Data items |
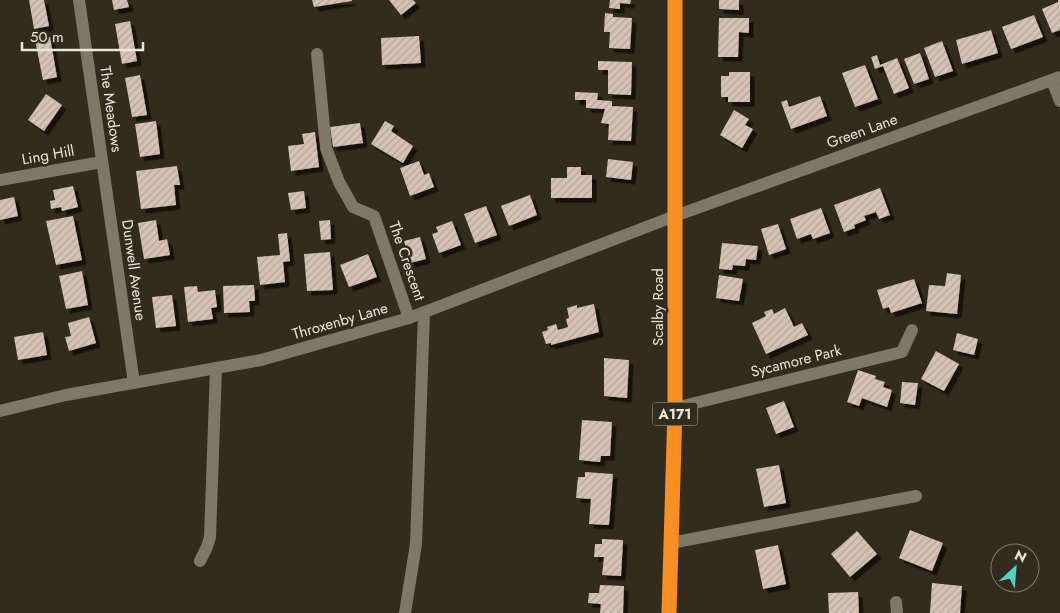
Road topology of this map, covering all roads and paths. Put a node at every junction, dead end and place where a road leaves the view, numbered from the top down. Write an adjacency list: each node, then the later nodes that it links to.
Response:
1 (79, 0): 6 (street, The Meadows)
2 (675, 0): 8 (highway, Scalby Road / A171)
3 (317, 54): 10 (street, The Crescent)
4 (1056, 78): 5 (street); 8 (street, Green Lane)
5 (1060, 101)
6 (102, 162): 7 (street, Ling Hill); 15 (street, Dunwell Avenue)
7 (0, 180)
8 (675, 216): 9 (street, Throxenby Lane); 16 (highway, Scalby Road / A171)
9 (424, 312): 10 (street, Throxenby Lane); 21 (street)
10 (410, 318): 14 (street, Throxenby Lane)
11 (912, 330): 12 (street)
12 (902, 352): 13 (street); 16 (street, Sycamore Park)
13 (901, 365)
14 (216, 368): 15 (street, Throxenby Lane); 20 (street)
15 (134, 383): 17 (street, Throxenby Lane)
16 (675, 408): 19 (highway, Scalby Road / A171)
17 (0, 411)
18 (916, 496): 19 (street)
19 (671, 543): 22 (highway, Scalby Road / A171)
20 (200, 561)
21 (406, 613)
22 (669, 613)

Task prompt |
Omit all pictures while transcribing the entries verbatim.

Answer for the task |
Road topology of this map, covering all roads and paths. Put a node at every junction, dead end and place where a road leaves the view, numbered from the top down. Write an adjacency list: each node, then the later nodes that it links to.
Response:
1 (79, 0): 6 (street, The Meadows)
2 (675, 0): 8 (highway, Scalby Road / A171)
3 (317, 54): 10 (street, The Crescent)
4 (1056, 78): 5 (street); 8 (street, Green Lane)
5 (1060, 101)
6 (102, 162): 7 (street, Ling Hill); 15 (street, Dunwell Avenue)
7 (0, 180)
8 (675, 216): 9 (street, Throxenby Lane); 16 (highway, Scalby Road / A171)
9 (424, 312): 10 (street, Throxenby Lane); 21 (street)
10 (410, 318): 14 (street, Throxenby Lane)
11 (912, 330): 12 (street)
12 (902, 352): 13 (street); 16 (street, Sycamore Park)
13 (901, 365)
14 (216, 368): 15 (street, Throxenby Lane); 20 (street)
15 (134, 383): 17 (street, Throxenby Lane)
16 (675, 408): 19 (highway, Scalby Road / A171)
17 (0, 411)
18 (916, 496): 19 (street)
19 (671, 543): 22 (highway, Scalby Road / A171)
20 (200, 561)
21 (406, 613)
22 (669, 613)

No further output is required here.